Dossier 20 - Sein oder Schein? | Gewalt und Staat | Mexiko

„EINE DER SCHWERSTEN MENSCHENRECHTSVERLETZUNGEN“

Interview mit der mexikanischen Menschenrechtsanwältin Sofía de Robina über gewaltsames Verschwindenlassen

Andrés Manuel López Obrador (AMLO) übernahm 2018 die Regierungsverantwortung für ein Land, das sich in einer schweren Menschenrechtskrise befindet. Die Anwältin Sofía de Robina, die Angehörige von gewaltsam Verschwundenen begleitet, analysiert im Interview mit LN Fortschritte und Widersprüche der Menschenrechtspolitik unter AMLO.

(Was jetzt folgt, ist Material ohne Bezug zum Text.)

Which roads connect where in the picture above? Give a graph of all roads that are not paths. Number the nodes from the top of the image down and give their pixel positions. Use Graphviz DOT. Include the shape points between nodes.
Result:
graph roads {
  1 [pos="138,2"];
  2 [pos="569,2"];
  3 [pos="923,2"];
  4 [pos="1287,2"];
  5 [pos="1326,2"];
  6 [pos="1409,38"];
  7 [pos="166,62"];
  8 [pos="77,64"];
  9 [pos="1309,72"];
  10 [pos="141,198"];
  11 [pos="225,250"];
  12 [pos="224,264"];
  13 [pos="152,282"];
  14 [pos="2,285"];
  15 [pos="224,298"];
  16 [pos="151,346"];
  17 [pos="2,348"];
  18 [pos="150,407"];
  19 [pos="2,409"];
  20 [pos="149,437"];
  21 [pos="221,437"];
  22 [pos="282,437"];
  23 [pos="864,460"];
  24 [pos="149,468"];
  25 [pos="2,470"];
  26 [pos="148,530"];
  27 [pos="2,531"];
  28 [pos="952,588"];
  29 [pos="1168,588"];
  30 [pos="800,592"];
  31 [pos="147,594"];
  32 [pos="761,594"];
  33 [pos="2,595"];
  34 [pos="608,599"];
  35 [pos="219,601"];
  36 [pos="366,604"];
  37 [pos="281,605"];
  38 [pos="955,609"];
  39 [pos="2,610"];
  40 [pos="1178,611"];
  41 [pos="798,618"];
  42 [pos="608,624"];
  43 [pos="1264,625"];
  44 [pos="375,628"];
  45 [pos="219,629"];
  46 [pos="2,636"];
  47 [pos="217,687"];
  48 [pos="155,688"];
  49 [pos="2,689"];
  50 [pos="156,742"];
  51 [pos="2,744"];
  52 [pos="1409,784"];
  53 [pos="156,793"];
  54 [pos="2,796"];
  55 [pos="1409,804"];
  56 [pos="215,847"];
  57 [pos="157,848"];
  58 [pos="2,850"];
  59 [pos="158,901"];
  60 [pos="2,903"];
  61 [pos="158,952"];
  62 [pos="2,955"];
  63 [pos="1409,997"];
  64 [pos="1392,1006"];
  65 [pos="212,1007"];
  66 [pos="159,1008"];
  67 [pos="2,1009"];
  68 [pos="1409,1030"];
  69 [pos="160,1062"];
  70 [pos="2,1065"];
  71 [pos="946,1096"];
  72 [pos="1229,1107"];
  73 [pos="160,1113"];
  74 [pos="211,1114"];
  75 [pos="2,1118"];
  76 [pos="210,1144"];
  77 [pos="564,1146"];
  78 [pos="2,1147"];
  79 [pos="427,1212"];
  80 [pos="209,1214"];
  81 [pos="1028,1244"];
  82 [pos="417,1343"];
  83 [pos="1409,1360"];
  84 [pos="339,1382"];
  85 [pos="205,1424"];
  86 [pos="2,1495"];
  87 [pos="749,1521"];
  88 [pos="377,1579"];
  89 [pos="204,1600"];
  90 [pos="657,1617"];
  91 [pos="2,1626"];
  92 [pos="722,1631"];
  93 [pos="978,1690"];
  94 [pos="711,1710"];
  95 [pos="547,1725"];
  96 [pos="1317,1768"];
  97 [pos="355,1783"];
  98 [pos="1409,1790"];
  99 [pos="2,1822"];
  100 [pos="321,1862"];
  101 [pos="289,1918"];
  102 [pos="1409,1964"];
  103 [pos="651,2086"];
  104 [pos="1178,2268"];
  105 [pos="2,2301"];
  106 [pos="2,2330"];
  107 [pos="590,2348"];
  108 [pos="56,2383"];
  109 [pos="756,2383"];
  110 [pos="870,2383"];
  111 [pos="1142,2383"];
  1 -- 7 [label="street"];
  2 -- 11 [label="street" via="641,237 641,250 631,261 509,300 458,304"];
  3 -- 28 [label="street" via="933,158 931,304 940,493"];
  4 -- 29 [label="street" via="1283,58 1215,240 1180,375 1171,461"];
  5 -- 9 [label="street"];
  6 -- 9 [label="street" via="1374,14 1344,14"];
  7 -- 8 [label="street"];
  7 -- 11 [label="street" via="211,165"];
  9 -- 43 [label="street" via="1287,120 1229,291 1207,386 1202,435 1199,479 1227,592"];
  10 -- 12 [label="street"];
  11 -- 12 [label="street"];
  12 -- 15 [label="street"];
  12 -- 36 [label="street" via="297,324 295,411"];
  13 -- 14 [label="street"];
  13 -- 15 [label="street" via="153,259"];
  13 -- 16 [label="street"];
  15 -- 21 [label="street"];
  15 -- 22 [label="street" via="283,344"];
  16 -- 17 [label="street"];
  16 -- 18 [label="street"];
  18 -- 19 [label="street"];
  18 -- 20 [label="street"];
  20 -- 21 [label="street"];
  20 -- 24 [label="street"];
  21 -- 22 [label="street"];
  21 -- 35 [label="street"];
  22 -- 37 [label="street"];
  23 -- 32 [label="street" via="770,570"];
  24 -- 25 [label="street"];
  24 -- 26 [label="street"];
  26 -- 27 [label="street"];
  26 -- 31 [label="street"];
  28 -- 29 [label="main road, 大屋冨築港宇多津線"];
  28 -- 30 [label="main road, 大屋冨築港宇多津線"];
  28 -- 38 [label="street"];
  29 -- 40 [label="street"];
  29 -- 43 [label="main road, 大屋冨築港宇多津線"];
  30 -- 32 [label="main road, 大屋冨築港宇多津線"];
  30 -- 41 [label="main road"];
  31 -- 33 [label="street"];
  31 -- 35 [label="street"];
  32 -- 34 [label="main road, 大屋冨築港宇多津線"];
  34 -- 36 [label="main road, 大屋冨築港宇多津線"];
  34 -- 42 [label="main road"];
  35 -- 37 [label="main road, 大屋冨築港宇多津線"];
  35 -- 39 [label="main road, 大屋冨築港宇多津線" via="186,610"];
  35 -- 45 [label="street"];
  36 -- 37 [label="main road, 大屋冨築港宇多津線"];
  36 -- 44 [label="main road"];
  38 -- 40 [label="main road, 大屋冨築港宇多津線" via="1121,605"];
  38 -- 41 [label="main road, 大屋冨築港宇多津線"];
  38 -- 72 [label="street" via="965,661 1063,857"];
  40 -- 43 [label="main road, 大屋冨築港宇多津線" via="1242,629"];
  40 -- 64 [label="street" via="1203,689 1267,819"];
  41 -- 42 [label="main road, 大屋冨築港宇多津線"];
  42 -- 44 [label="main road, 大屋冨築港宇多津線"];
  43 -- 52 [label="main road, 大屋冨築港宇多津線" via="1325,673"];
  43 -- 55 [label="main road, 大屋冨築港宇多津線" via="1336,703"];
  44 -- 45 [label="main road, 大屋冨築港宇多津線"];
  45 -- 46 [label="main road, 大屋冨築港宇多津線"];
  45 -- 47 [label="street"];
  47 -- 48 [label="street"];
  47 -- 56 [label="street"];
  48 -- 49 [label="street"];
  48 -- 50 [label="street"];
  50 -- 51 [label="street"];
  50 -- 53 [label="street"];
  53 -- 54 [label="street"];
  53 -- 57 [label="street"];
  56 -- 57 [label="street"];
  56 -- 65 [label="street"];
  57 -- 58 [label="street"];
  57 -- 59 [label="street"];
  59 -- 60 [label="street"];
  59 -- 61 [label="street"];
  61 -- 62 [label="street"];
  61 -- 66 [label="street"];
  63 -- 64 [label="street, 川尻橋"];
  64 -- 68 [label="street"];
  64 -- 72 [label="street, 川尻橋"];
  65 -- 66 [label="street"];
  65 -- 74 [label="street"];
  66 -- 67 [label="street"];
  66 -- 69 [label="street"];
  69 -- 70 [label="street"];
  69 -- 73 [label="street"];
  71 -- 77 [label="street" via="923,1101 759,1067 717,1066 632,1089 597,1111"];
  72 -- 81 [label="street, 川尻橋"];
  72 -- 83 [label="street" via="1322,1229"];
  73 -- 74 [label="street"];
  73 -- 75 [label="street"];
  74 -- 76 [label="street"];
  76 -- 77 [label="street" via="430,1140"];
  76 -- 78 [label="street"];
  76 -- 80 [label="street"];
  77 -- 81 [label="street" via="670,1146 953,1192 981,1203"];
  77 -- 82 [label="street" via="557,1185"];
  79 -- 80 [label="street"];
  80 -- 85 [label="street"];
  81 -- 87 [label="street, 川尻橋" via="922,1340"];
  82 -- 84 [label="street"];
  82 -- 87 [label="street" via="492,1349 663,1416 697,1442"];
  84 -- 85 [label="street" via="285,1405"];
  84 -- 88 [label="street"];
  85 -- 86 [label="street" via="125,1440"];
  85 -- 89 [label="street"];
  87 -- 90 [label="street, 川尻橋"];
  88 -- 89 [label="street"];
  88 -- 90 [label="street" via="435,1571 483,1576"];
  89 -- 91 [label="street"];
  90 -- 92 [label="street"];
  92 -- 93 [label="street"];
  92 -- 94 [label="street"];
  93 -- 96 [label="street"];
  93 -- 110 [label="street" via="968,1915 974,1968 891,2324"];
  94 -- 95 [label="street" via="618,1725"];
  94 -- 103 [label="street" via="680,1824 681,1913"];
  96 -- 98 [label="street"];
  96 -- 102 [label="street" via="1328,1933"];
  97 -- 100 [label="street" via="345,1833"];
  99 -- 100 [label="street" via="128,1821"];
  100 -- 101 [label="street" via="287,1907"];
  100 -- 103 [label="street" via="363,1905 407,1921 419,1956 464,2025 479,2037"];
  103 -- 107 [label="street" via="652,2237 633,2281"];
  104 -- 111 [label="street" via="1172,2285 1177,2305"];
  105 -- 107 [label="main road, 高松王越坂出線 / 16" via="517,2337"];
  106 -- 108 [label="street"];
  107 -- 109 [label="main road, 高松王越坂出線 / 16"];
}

Interview und Übersetzung: Steffi Wassermann

Mexiko befindet sich in einer schweren Menschenrechtskrise, was sich in besonderem Maße an den erschreckenden Zahlen an gewaltsam Verschwundenen zeigt. Wie stellt sich die Situation aktuell dar?
Offizielle Angaben gehen derzeit von mehr als 105.000 Verschwundenen in Mexiko aus. Und das, ohne die Fälle zu berücksichtigen, die nicht zur Anzeige gebracht wurden. Diese Krise ist auch eine forensische Krise. Nach inoffiziellen Angaben gibt es 52.000 nicht identifizierte Leichen. Viele von ihnen wurden von Familienangehörigen von Verschwundenen gefunden.

Wer sind die Opfer der Verbrechen?
Es sind vor allem junge Menschen, die gewaltsam verschwinden. Obwohl die meisten von ihnen Männer sind, werden auch immer mehr Frauen Opfer. Diese Verbrechen werden meist im Kontext anderer Straftaten, wie Menschenhandel oder Sexualverbrechen, begangen. Diese geschlechtsspezifischen Charakteristika erfüllen uns mit zusätzlicher Sorge.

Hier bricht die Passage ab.